L’evaporazione dei finanziamenti umanitari, tornati ai livelli del 2015, sta rendendo la situazione insostenibile per i più vulnerabili. Le donne rimangono senza protezione, i bambini senza scuole, intere comunità senza acqua e cibo. L’unico elemento positivo è rappresentato dalla ripresa dei ritorni a casa, in particolare in Siria, ha dichiarato l’Agenzia dell’Onu per i Rifugiati.

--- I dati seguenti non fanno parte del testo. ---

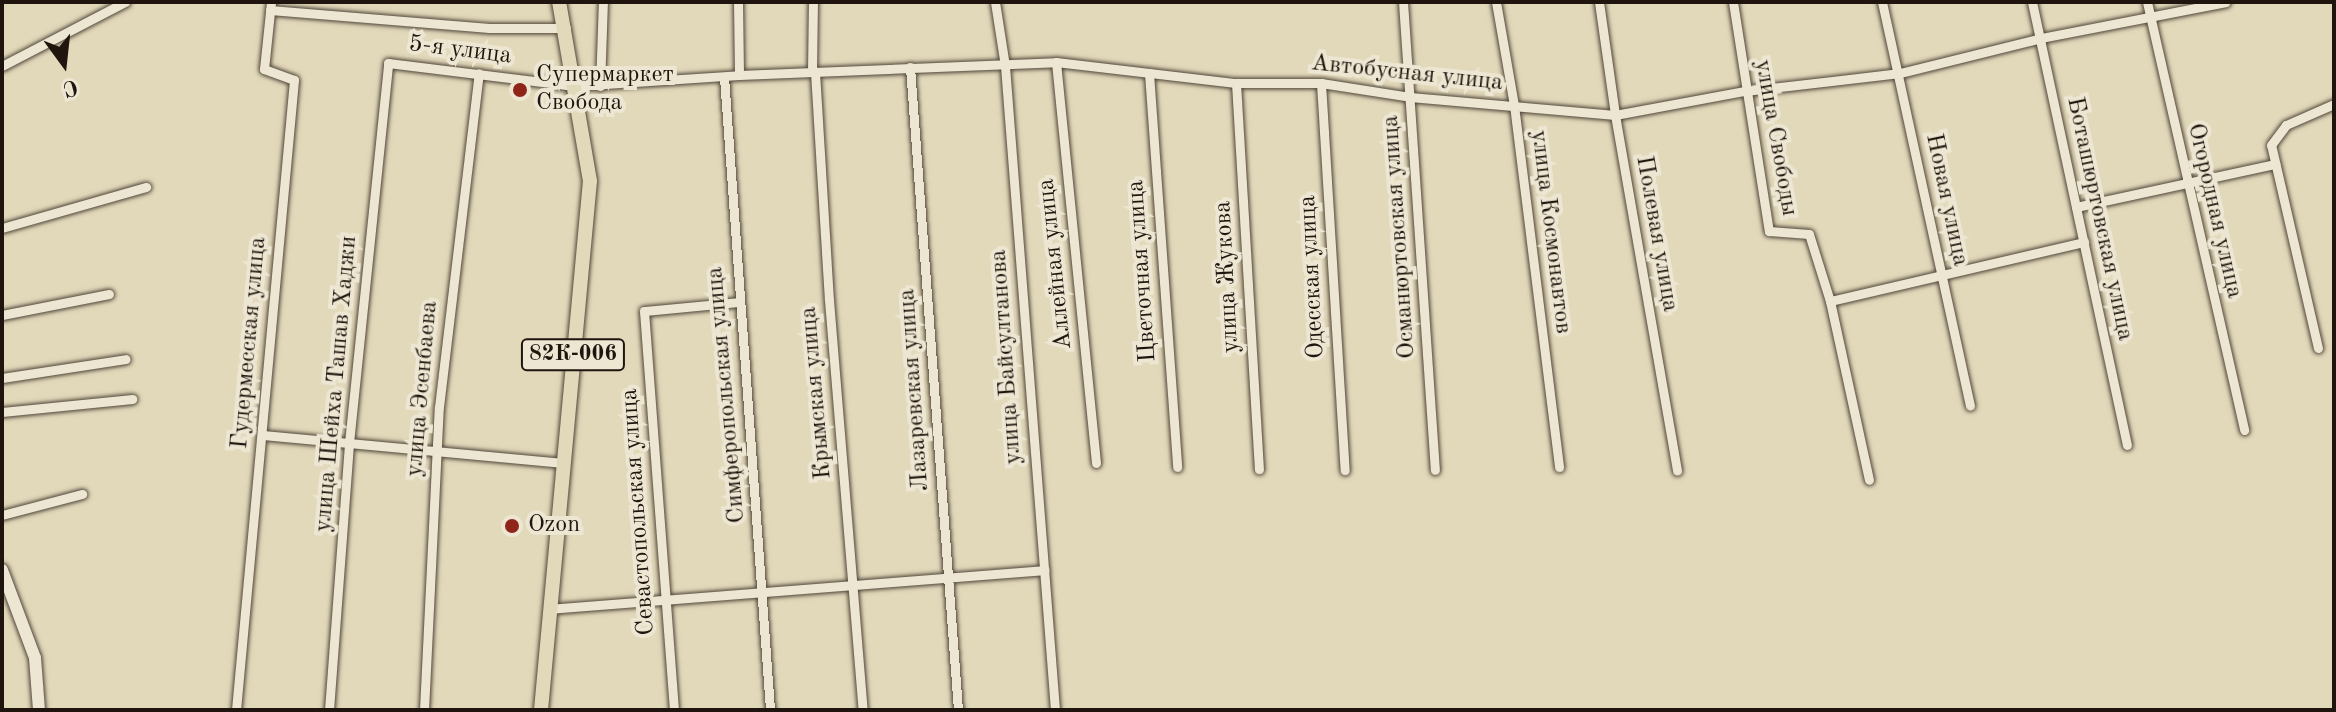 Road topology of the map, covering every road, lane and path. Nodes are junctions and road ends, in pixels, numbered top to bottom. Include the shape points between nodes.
1 (125, 2) edge
2 (559, 2) edge
3 (603, 2) edge
4 (738, 2) edge
5 (813, 2) edge
6 (995, 2) edge
7 (1403, 2) edge
8 (1496, 2) edge
9 (1599, 2) edge
10 (1733, 2) edge
11 (1882, 2) edge
12 (2032, 2) edge
13 (2147, 2) edge
14 (2226, 2) edge
15 (271, 6) edge
16 (2150, 19) junction
17 (566, 28) junction
18 (2041, 38) junction
19 (1056, 62) junction
20 (388, 63) joint
21 (2, 66) edge
22 (1005, 66) junction
23 (910, 67) junction
24 (813, 72) junction
25 (479, 73) junction
26 (1149, 73) junction
27 (1900, 73) junction
28 (739, 75) junction
29 (724, 77) junction
30 (1236, 83) junction
31 (1321, 83) junction
32 (575, 86) junction
33 (600, 86) junction
34 (1745, 91) junction
35 (1410, 97) junction
36 (2334, 104) edge
37 (1514, 105) junction
38 (1615, 115) junction
39 (2275, 164) junction
40 (2187, 183) junction
41 (146, 187) dead end
42 (2076, 207) junction
43 (2, 228) edge
44 (2084, 242) junction
45 (1941, 274) junction
46 (109, 294) dead end
47 (1830, 301) junction
48 (739, 302) junction
49 (2, 315) edge
50 (2318, 348) dead end
51 (126, 359) dead end
52 (2, 378) edge
53 (132, 399) dead end
54 (1970, 406) dead end
55 (2, 412) edge
56 (2244, 430) dead end
57 (262, 435) junction
58 (349, 443) junction
59 (2127, 445) dead end
60 (435, 453) junction
61 (562, 463) junction
62 (1096, 463) dead end
63 (1177, 467) dead end
64 (1559, 467) dead end
65 (1259, 469) dead end
66 (1345, 470) dead end
67 (1435, 470) dead end
68 (1677, 471) dead end
69 (1869, 480) dead end
70 (82, 494) dead end
71 (2, 515) edge
72 (2, 570) edge
73 (1044, 570) junction
74 (949, 578) junction
75 (853, 585) junction
76 (763, 592) junction
77 (665, 600) junction
78 (549, 609) junction
79 (39, 710) edge
80 (236, 710) edge
81 (329, 710) edge
82 (424, 710) edge
83 (541, 710) edge
84 (674, 710) edge
85 (770, 710) edge
86 (863, 710) edge
87 (958, 710) edge
88 (1055, 710) edge

1 - 21 street
2 - 17 main road, 82К-006
3 - 33 street
4 - 28 street
5 - 24 street, Крымская улица
6 - 22 street, улица Байсултанова
7 - 35 street, Османюртовская улица
8 - 37 street, улица Космонавтов
9 - 38 street, Полевая улица
10 - 34 street, улица Свободы
11 - 27 street, Новая улица
12 - 18 street, Боташюртовская улица
13 - 16 street, Огородная улица
14 - 16 street, Автобусная улица
15 - 17 street via 489,28
15 - 57 street, Гудермесская улица via 264,69 294,80
16 - 18 street, Автобусная улица
16 - 40 street, Огородная улица
17 - 32 main road, 82К-006
18 - 27 street, Автобусная улица
18 - 42 street, Боташюртовская улица
19 - 22 street, Автобусная улица
19 - 26 street, Автобусная улица
19 - 62 street, Аллейная улица
20 - 25 street, 5-я улица
20 - 58 street, улица Шейха Ташав Хаджи
22 - 23 street, Автобусная улица
22 - 73 street, улица Байсултанова
23 - 24 street, Автобусная улица
23 - 74 street, Лазаревская улица
24 - 28 street, Автобусная улица
24 - 75 street, Крымская улица
25 - 32 street, 5-я улица
25 - 60 street, улица Эсенбаева
26 - 30 street, Автобусная улица
26 - 63 street, Цветочная улица
27 - 34 street, Автобусная улица
27 - 45 street, Новая улица
28 - 29 street, Автобусная улица
29 - 33 street, Автобусная улица
29 - 48 street, Симферопольская улица
30 - 31 street, Автобусная улица
30 - 65 street, улица Жукова
31 - 35 street, Автобусная улица
31 - 66 street, Одесская улица
32 - 33 street, Автобусная улица
32 - 61 main road, 82К-006 via 590,181
34 - 38 street, Автобусная улица
34 - 47 street, улица Свободы via 1769,231 1809,234
35 - 37 street, Автобусная улица
35 - 67 street, Османюртовская улица
36 - 39 street via 2286,125 2271,145
37 - 38 street, Автобусная улица
37 - 64 street, улица Космонавтов
38 - 68 street, Полевая улица
39 - 40 street
39 - 50 street
40 - 42 street
40 - 56 street, Огородная улица
41 - 43 street
42 - 44 street, Боташюртовская улица
44 - 45 street
44 - 59 street, Боташюртовская улица
45 - 47 street
45 - 54 street, Новая улица
46 - 49 street
47 - 69 street, улица Свободы
48 - 76 street, Симферопольская улица
48 - 77 street, Севастопольская улица via 644,311
51 - 52 street
53 - 55 street
57 - 58 street
57 - 80 street, Гудермесская улица
58 - 60 street
58 - 81 street, улица Шейха Ташав Хаджи
60 - 61 street
60 - 82 street, улица Эсенбаева
61 - 78 main road, 82К-006
70 - 71 street
72 - 79 main road via 35,658
73 - 74 street
73 - 88 street, улица Байсултанова
74 - 75 street
74 - 87 street, Лазаревская улица
75 - 76 street
75 - 86 street, Крымская улица
76 - 77 street
76 - 85 street, Симферопольская улица
77 - 78 street
77 - 84 street, Севастопольская улица
78 - 83 main road, 82К-006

«Anche a fronte di tagli devastanti, negli ultimi sei mesi abbiamo visto barlumi di speranza - ha aggiunto Grandi. -. Dopo oltre un decennio di esilio, quasi due milioni di siriani sono riusciti a tornare a casa. Il Paese rimane fragile e le persone hanno bisogno del nostro aiuto per ricostruire nuovamente le loro vite».
Sembra una buona notizia che 9,8 milioni di persone siano tornate a casa nel 2024, fra loro 1,6 milioni di rifugiati (il numero più alto da più di due decenni) e 8,2 milioni di sfollati interni (il secondo numero più alto di sempre). Ma a parte i siriani, una parte di questi ritorni sono avvenuti in un clima politico o di sicurezza sfavorevole. Ad esempio, un gran numero di afghani è stato costretto a tornare in patria nel 2024 in condizioni disperate. In Repubblica Democratica del Congo, Myanmar e Sud Sudan si sono verificati nuovi e significativi flussi di persone in fuga contemporaneamente al ritorno di rifugiati e sfollati interni.

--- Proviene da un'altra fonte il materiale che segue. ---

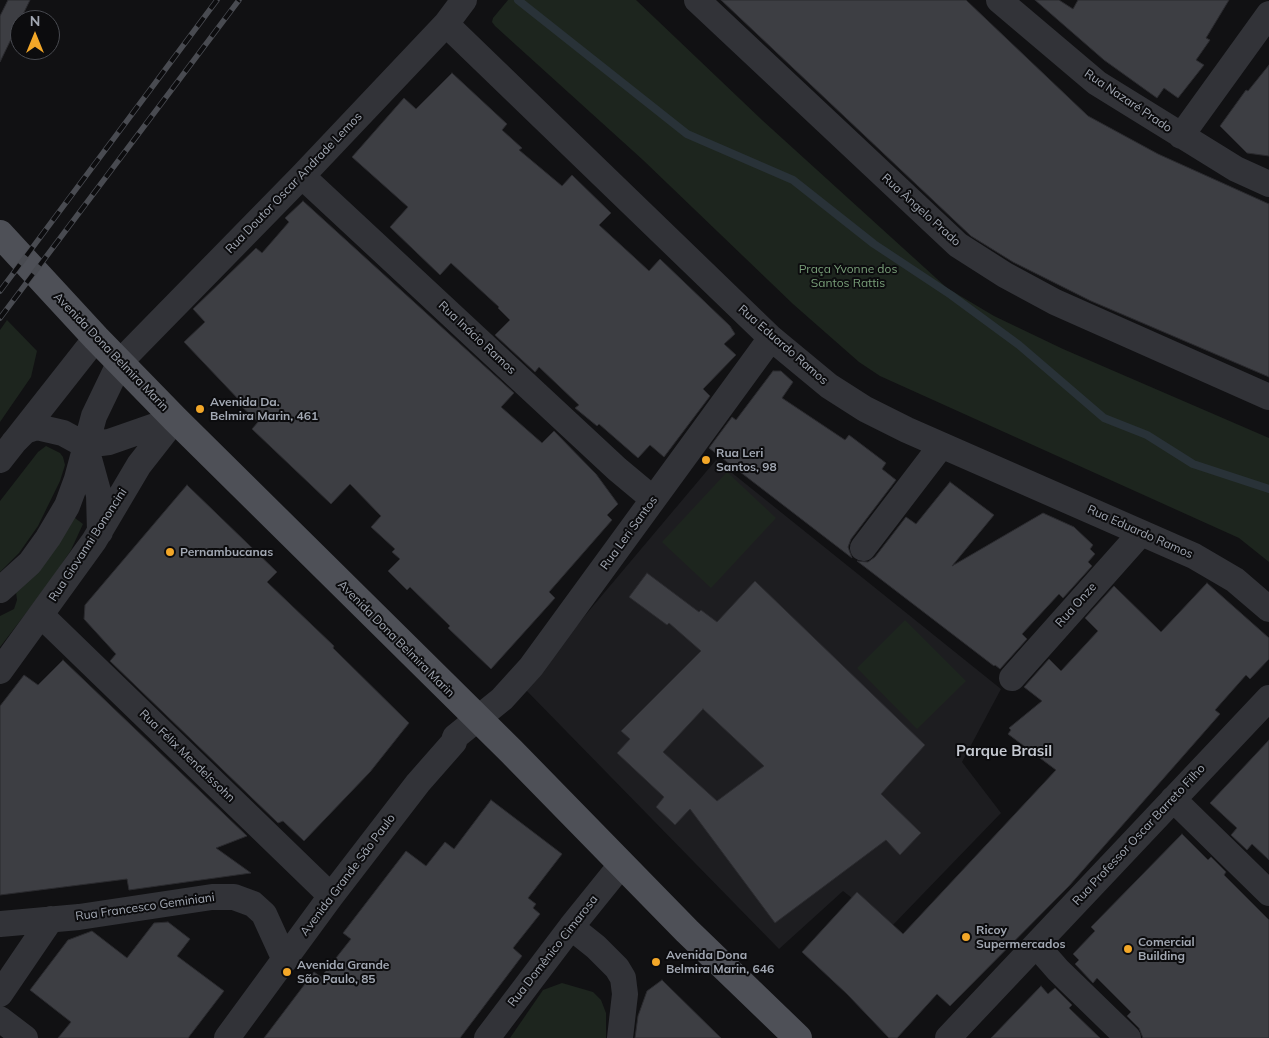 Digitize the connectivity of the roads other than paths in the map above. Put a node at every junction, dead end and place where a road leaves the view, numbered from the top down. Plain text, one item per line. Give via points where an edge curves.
1 (464, 0) edge
2 (697, 0) edge
3 (999, 0) edge
4 (1269, 14) edge
5 (446, 24) junction
6 (1181, 136) junction
7 (302, 176) junction
8 (1269, 184) edge
9 (0, 234) edge
10 (96, 338) junction
11 (771, 338) junction
12 (120, 362) junction
13 (1269, 397) edge
14 (176, 419) junction
15 (85, 445) junction
16 (941, 446) junction
17 (7, 451) edge
18 (653, 500) junction
19 (100, 532) junction
20 (1141, 533) junction
21 (863, 548) dead end
22 (0, 590) edge
23 (1269, 609) edge
24 (42, 616) junction
25 (0, 671) edge
26 (1012, 678) dead end
27 (1269, 698) edge
28 (478, 719) junction
29 (1173, 799) junction
30 (621, 865) junction
31 (1269, 893) edge
32 (331, 896) junction
33 (51, 919) junction
34 (0, 924) edge
35 (571, 927) junction
36 (1036, 945) junction
37 (285, 960) junction
38 (0, 994) edge
39 (0, 1019) edge
40 (25, 1038) edge
41 (227, 1038) edge
42 (487, 1038) edge
43 (620, 1038) edge
44 (798, 1038) edge
45 (948, 1038) edge
46 (1128, 1038) edge

1 - 5 street, Rua Doutor Oscar Andrade Lemos
2 - 13 street, Rua Ângelo Prado via 958,245 1055,302
3 - 6 street, Rua Nazaré Prado via 1096,83
4 - 6 street
5 - 7 street, Rua Doutor Oscar Andrade Lemos
5 - 11 street, Rua Eduardo Ramos
6 - 8 street, Rua Nazaré Prado
7 - 12 street, Rua Doutor Oscar Andrade Lemos
7 - 18 street, Rua Inácio Ramos
9 - 10 main road, Avenida Dona Belmira Marin
10 - 12 main road, Avenida Dona Belmira Marin
10 - 17 street
11 - 16 street, Rua Eduardo Ramos via 829,386 865,409
11 - 18 street, Rua Leri Santos
12 - 14 main road, Avenida Dona Belmira Marin
12 - 15 street, Rua Doutor Oscar Andrade Lemos via 94,416
14 - 15 street via 109,442
14 - 19 street, Rua Giovanni Bononcini via 138,465
14 - 28 main road, Avenida Dona Belmira Marin
15 - 17 street via 63,433 37,427 25,431
15 - 19 street via 99,495
15 - 22 street, Rua Doutor Oscar Andrade Lemos via 67,506 30,563
16 - 20 street, Rua Eduardo Ramos
16 - 21 street
18 - 28 street, Rua Leri Santos via 531,667 502,699
19 - 24 street, Rua Giovanni Bononcini
20 - 23 street, Rua Eduardo Ramos via 1202,560 1235,580
20 - 26 street, Rua Onze
24 - 25 street, Rua Giovanni Bononcini
24 - 32 street, Rua Félix Mendelssohn
27 - 29 street, Rua Professor Oscar Barreto Filho
28 - 30 main road, Avenida Dona Belmira Marin
28 - 32 street, Avenida Grande São Paulo via 456,737
29 - 31 street
29 - 36 street, Rua Professor Oscar Barreto Filho
30 - 35 street, Rua Domênico Cimarosa
30 - 44 main road, Avenida Dona Belmira Marin
32 - 37 street, Avenida Grande São Paulo
33 - 34 street, Rua Francesco Geminiani
33 - 37 street, Rua Francesco Geminiani via 212,897 234,897 253,904 264,914
33 - 38 street
35 - 42 street, Rua Domênico Cimarosa
35 - 43 street via 596,947 623,978 626,994
36 - 45 street, Rua Professor Oscar Barreto Filho
36 - 46 street
37 - 41 street, Avenida Grande São Paulo
39 - 40 street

«Stiamo attraversando un periodo storico particolarmente complesso,- ha affermato Chiara Cardoletti, rappresentante dell’Unhcr in Italia, Santa Sede e San Marino - in cui la diffusione dei conflitti mette a nudo la vulnerabilità umana, spesso soffocata da scetticismo e indifferenza. In questo tempo il dolore degli altri può sembrarci distante, ma in realtà ci tocca da vicino. Viviamo in un mondo dove ciò che accade altrove ha conseguenze anche su di noi. Quando le emergenze umanitarie ricevono risposte inadeguate, le conseguenze non si limitano ad aumentare le sofferenze umane, ma generano anche una maggiore instabilità. Tagliare gli aiuti rischia di spingere più persone alla disperazione, innescando ulteriori fughe - anche verso Europa e Italia - e aggravando crisi che diventeranno ancor più difficili da affrontare in futuro. Si tratta di un circolo vizioso che dobbiamo urgentemente cercare di spezzare».
Il rapporto Global Trends chiede di continuare a finanziare i programmi che salvano vite umane, assistono i rifugiati e gli sfollati interni che tornano a casa e rafforzano le infrastrutture di base e i servizi sociali nelle comunità ospitanti, come investimento essenziale per la sicurezza regionale e globale.